A European Community observer in Bosnia last week gave evidence in the trial of Milomir Stakic, who is charged with genocide against non-Serbs in the Prijedor municipality of north-west Bosnia.


James Mayhew said, "All peoples [in Bosnia] could have lived together but in every community there was a minority which poisoned relations". He added that all the local media tried to scare members of their own ethnic group by disparaging the others.


In August 1992, after the shocking discovery of what looked like concentration camps in Bosnia, Mayhew organised visits to detention centres set up around Prijedor by Stakic's crisis staff.


Prosecutor Joanna Korner read excerpts from a report on the camps written by mission member Sir John Thompson. He wrote that majority of the 2,000 inmates at Trnopolje camp were Muslim civilians who had been persecuted by Serbs.


Mayhew agreed with Thompson's report and denied Serb claims that the camp "residents" could come and go as they pleased. He noted that sandbags and guns had been positioned around Trnopolje and that these weapons pointed in the direction of the inmates.


Therefore the camp guards could not claim they had protected those inside the camp, but rather targeted them.


He also observed that the "camps had been clearly prepared for the visit and we were usually shown the inmates who were in good shape, and never those who looked bad".


The prosecution claims several hundred non-Serbs were killed at Trnopolje.

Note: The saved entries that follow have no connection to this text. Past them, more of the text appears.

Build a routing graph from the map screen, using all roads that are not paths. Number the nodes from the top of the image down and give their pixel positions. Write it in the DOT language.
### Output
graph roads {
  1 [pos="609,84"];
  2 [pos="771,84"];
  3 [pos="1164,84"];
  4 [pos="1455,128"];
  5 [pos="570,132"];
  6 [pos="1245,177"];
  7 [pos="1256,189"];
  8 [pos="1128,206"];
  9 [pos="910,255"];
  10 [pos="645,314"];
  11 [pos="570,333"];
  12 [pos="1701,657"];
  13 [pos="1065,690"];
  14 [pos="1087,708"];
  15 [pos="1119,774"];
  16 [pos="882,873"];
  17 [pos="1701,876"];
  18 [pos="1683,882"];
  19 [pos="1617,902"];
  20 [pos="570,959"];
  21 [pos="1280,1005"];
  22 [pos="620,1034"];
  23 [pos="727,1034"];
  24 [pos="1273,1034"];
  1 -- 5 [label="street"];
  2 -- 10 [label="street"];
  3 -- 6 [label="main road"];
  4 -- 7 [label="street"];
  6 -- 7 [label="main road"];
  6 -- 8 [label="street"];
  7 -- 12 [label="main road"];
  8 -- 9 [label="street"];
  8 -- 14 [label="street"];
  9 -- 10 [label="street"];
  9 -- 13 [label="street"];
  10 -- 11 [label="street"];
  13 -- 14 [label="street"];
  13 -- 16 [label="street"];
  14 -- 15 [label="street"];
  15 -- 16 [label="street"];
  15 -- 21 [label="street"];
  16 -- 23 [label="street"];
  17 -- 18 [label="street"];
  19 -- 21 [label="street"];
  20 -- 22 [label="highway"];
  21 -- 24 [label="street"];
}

Mayhew said most inmates were innocent hostages of the programme of ethnic cleansing in the area. He noted, however, that not all members of the Serb authorities approved of this.


The prosecution is expected to finish presenting its case by October. Stakic's defence has requested a pause after that in order to finish preparation of its own case.


Mirna Jancic is an IWPR assistant editor.